One analyst said yesterday that the carrier will likely emerge from bankruptcy with a smaller route system.

"The question for a lot of investors and creditors is how much of the airline is going to be liquidated," Sean Egan, managing director of EJR Research told Bloomberg News. "The restructuring that's going to take place this go-round is obviously much more significant than the last. We expect a significant restructuring of their routes."

Shares of US Airways dropped 29 cents, or 17 percent, to $1.46 Friday. They are down 81 percent this year.

The legacy airlines, those operating before deregulation in 1978, have faced tough times during the past few decades, and some familiar names such as TWA and Eastern have vanished. But since the terrorist attacks of Sept. 11, 2001, and the subsequent recession, low-fare carriers now represent more than a quarter of the market and they continue to grow.

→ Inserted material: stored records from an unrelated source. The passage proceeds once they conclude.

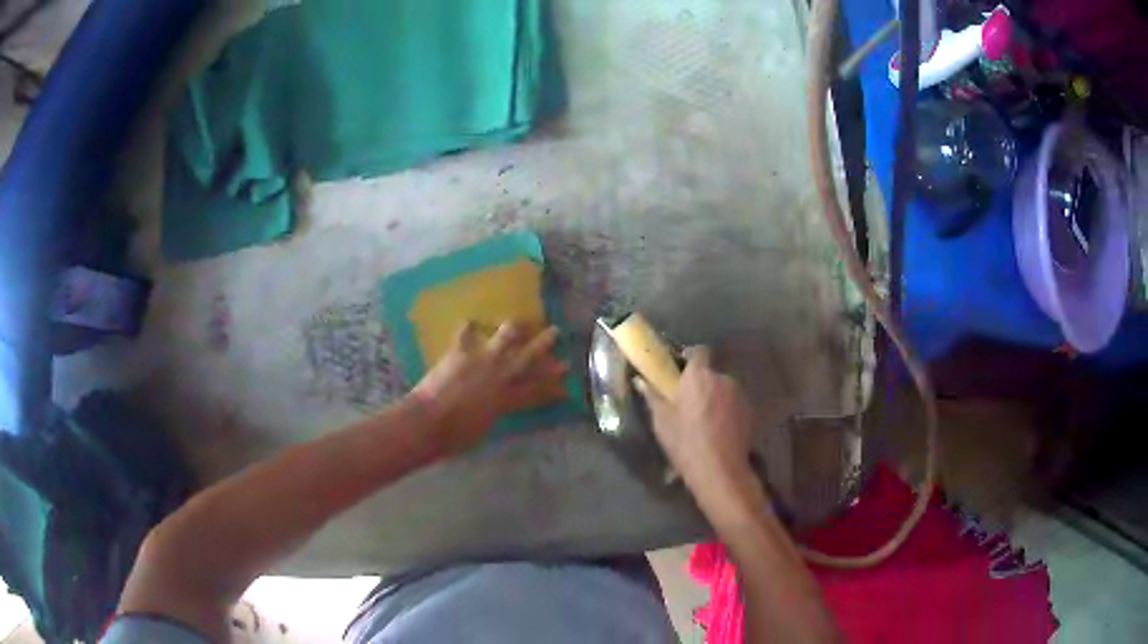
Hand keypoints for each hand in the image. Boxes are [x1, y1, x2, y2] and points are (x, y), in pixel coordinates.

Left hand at [413, 322, 567, 454]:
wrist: (430, 420)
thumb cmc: (456, 436)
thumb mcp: (484, 430)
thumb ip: (493, 414)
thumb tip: (495, 409)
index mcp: (507, 400)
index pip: (537, 391)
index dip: (553, 386)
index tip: (566, 380)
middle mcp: (500, 376)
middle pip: (528, 357)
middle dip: (544, 344)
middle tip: (555, 331)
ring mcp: (481, 360)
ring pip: (505, 337)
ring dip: (513, 328)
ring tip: (519, 321)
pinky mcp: (460, 352)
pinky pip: (466, 334)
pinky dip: (468, 328)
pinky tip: (470, 322)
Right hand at [635, 347, 754, 489]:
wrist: (720, 470)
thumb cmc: (686, 443)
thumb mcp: (662, 422)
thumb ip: (653, 396)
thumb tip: (641, 381)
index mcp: (699, 376)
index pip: (698, 351)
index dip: (689, 357)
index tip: (679, 371)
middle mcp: (722, 379)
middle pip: (710, 373)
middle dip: (700, 384)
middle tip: (687, 403)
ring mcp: (739, 395)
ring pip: (723, 389)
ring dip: (714, 398)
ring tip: (703, 420)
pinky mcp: (750, 411)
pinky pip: (733, 404)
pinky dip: (726, 411)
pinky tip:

Other factors have had an impact on all airlines, such as skyrocketing fuel prices. US Airways has said it will spend $300 million more than expected this year on fuel.

But the low-fare carriers still have the advantage. Internet booking has made it easy for passengers to shop. That includes business travelers, who have in the past returned to their big-spending ways after economic downturns. But those passengers now appear to be warming permanently to low-fare carriers.

US Airways filed its petition for Chapter 11 protection yesterday in the U.S. Bankruptcy Court for the Eastern District of Virginia in Alexandria.

During the airline's 2002-2003 bankruptcy in the same court, US Airways was able to cut $2 billion from operating costs, mainly from labor, which is why the unions say they are reluctant to bargain now. The International Association of Machinists and Aerospace Workers has refused to open negotiations.

Airline officials said that they will continue to seek new labor agreements with their unions, but that they would possibly use the courts to force concessions if necessary.

"The pilots of US Airways have already provided more than $5 billion worth of concessions to the company to support its previous restructuring efforts," Bill Pollock, chairman of the negotiating committee for the pilots union, the Air Line Pilots Association, said in a statement.

"We are currently engaged in transformation plan negotiations with management, and I fully expect these talks to continue during the company's reorganization efforts."

The savings from the last bankruptcy enabled US Airways to win a $1 billion loan, largely guaranteed by the Air Transportation Stabilization Board, a government panel created after the Sept. 11 attacks to aid struggling carriers. The board, as well as the airline's lenders, plans to allow the airline access to its cash. The money, along with airline assets, had been used as collateral for the loan.